Jill was so thirsty now that, without noticing it, she had come a step nearer.

“Do you eat girls?”, she said.

“I have swallowed up girls and boys, women and men, kings and emperors, cities and realms”, said the Lion. It didn’t say this as if it were boasting, nor as if it were sorry, nor as if it were angry. It just said it.

“I daren’t come and drink”, said Jill.

“Then you will die of thirst”, said the Lion.

“Oh dear!”, said Jill, coming another step nearer. “I suppose I must go and look for another stream then.”

“There is no other stream”, said the Lion.
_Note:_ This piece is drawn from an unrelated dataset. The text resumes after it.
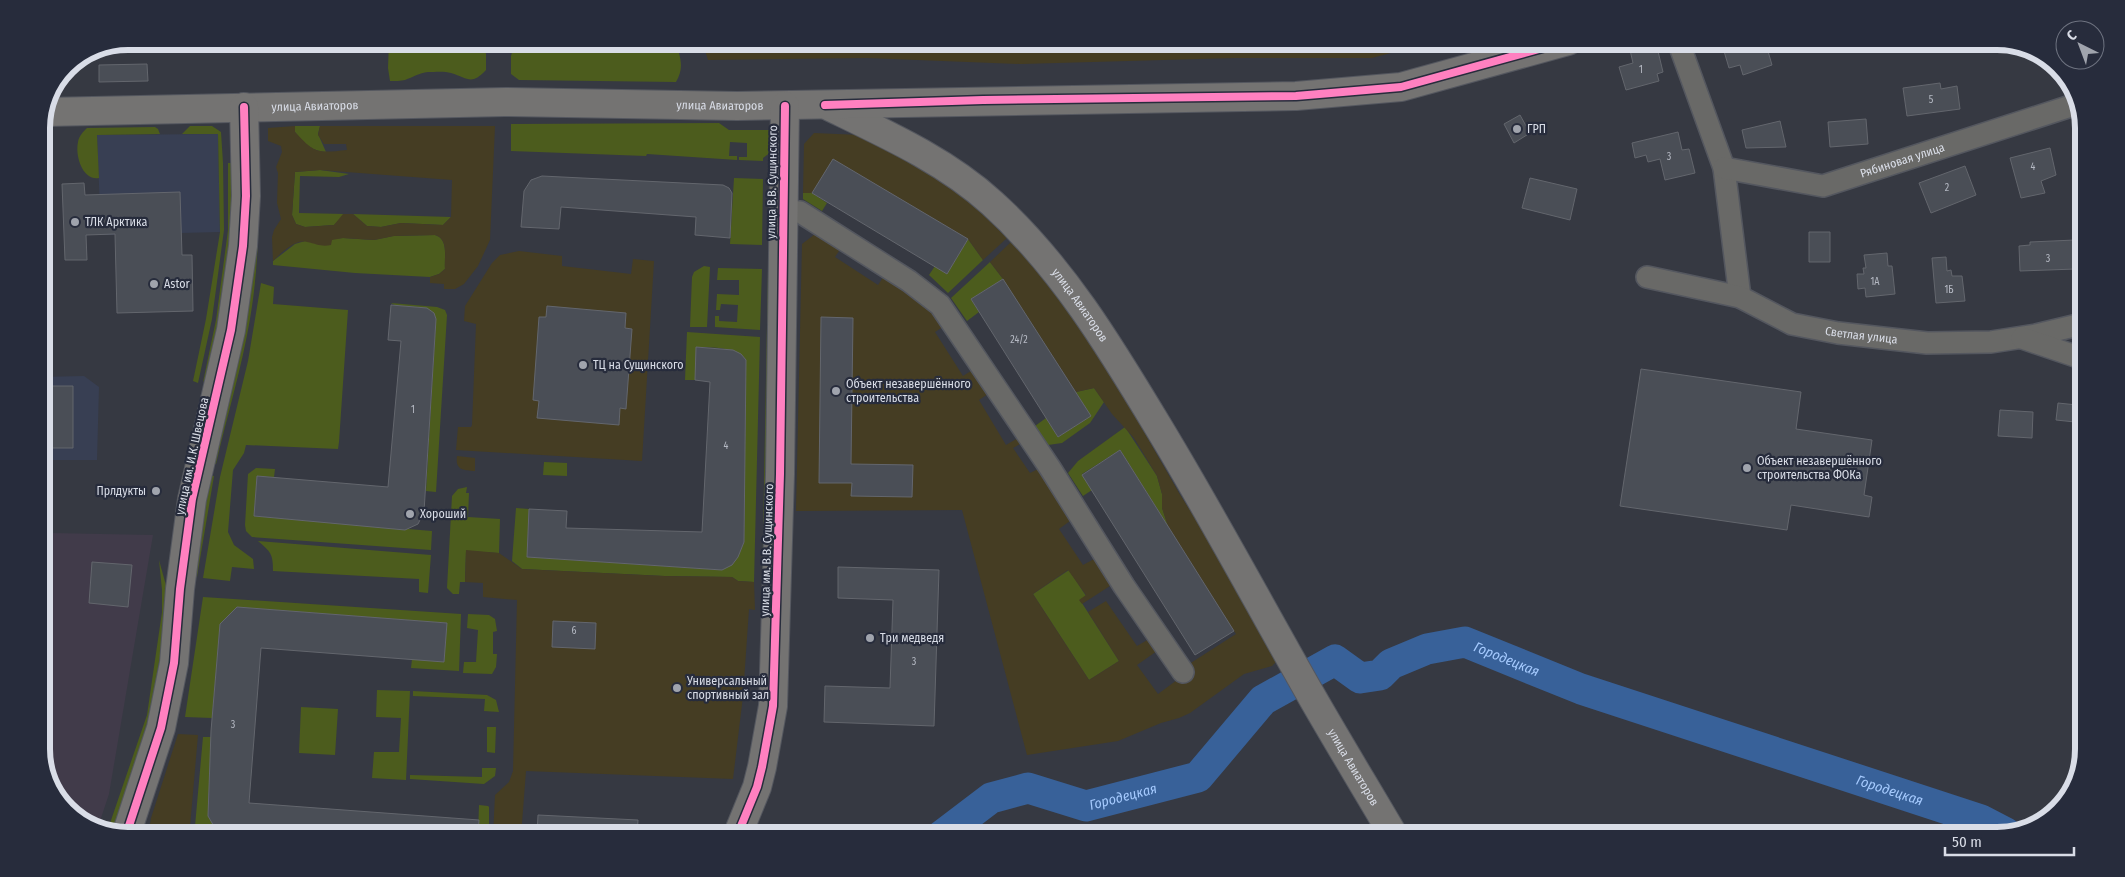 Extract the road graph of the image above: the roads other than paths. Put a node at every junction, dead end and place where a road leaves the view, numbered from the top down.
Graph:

Jesus may not be safe, but drinking from his stream is the only place your spiritual thirst will ever be satisfied. Jesus may not be manageable but he is the only one who will be able to love you in the way you need to be loved. Jesus may not be easy or convenient but only with him do you have a future.

Examine your relationship with Jesus this morning as you prepare to come forward for communion. To what extent is your view of Jesus set up to serve your own interests and desires? To what extent is your relationship with Jesus a comfortable, casual relationship?

Come to the table this morning with awe and wonder that the Christ, the Son of the Living God loves you and wants you to share with him the wonders of his kingdom.